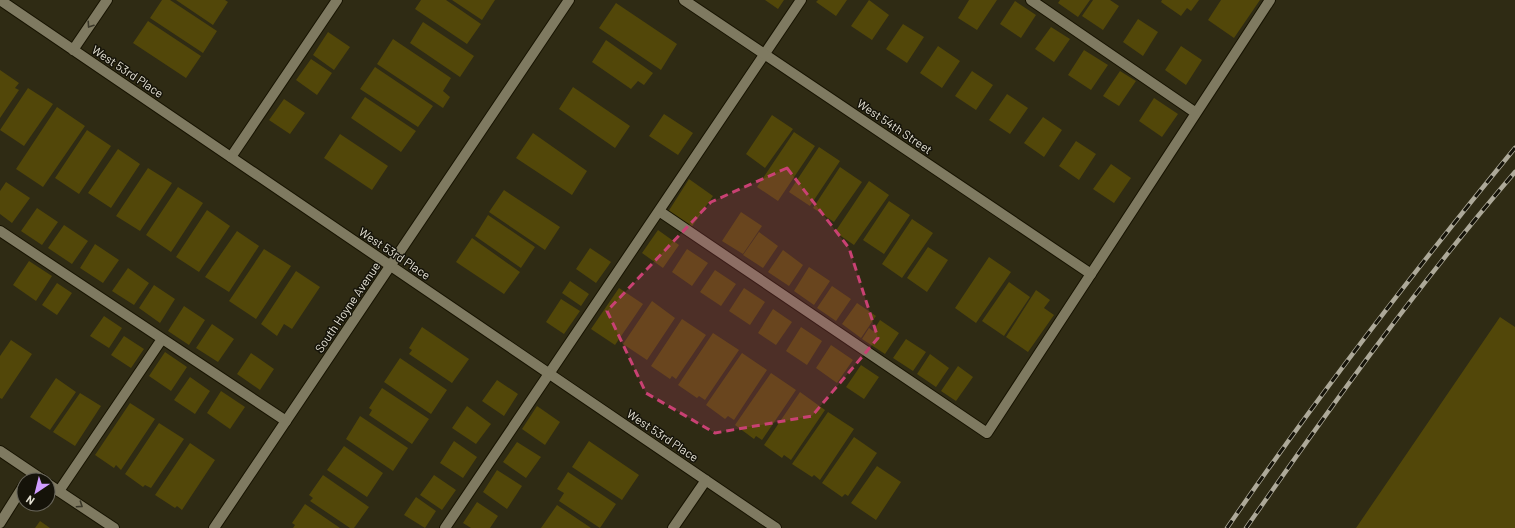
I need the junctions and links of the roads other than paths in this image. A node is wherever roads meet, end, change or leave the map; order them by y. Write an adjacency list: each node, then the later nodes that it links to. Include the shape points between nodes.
1 (0, 0): 9 (street, West 53rd Place)
2 (107, 0): 9 (street, one-way to 9)
3 (337, 0): 12 (street)
4 (569, 0): 15 (street, South Hoyne Avenue)
5 (684, 0): 10 (street, West 54th Street)
6 (801, 0): 10 (street)
7 (1031, 0): 11 (street)
8 (1270, 0): 11 (street)
9 (73, 50): 12 (street, West 53rd Place)
10 (765, 54): 13 (street); 16 (street, West 54th Street)
11 (1196, 113): 16 (street)
12 (231, 157): 15 (street, West 53rd Place)
13 (659, 211): 16 (street, via 987,433); 18 (street)
14 (0, 231): 17 (street)
15 (390, 266): 18 (street, West 53rd Place); 19 (street, South Hoyne Avenue)
16 (1091, 274)
17 (162, 339): 19 (street); 24 (street)
18 (549, 374): 22 (street, West 53rd Place); 29 (street)
19 (286, 421): 28 (street, South Hoyne Avenue)
20 (0, 451): 21 (street)
21 (25, 472)
22 (706, 480): 30 (street); 31 (street, West 53rd Place)
23 (56, 489): 24 (street)
24 (59, 491): 27 (street, one-way to 27)
25 (16, 498): 26 (street)
26 (0, 523)
27 (114, 528)
28 (214, 528)
29 (445, 528)
30 (673, 528)
31 (776, 528)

- - - - -

» **Directions**: Give back the material word for word, leaving out its pictures.

» **Exercise response**:
I need the junctions and links of the roads other than paths in this image. A node is wherever roads meet, end, change or leave the map; order them by y. Write an adjacency list: each node, then the later nodes that it links to. Include the shape points between nodes.
1 (0, 0): 9 (street, West 53rd Place)
2 (107, 0): 9 (street, one-way to 9)
3 (337, 0): 12 (street)
4 (569, 0): 15 (street, South Hoyne Avenue)
5 (684, 0): 10 (street, West 54th Street)
6 (801, 0): 10 (street)
7 (1031, 0): 11 (street)
8 (1270, 0): 11 (street)
9 (73, 50): 12 (street, West 53rd Place)
10 (765, 54): 13 (street); 16 (street, West 54th Street)
11 (1196, 113): 16 (street)
12 (231, 157): 15 (street, West 53rd Place)
13 (659, 211): 16 (street, via 987,433); 18 (street)
14 (0, 231): 17 (street)
15 (390, 266): 18 (street, West 53rd Place); 19 (street, South Hoyne Avenue)
16 (1091, 274)
17 (162, 339): 19 (street); 24 (street)
18 (549, 374): 22 (street, West 53rd Place); 29 (street)
19 (286, 421): 28 (street, South Hoyne Avenue)
20 (0, 451): 21 (street)
21 (25, 472)
22 (706, 480): 30 (street); 31 (street, West 53rd Place)
23 (56, 489): 24 (street)
24 (59, 491): 27 (street, one-way to 27)
25 (16, 498): 26 (street)
26 (0, 523)
27 (114, 528)
28 (214, 528)
29 (445, 528)
30 (673, 528)
31 (776, 528)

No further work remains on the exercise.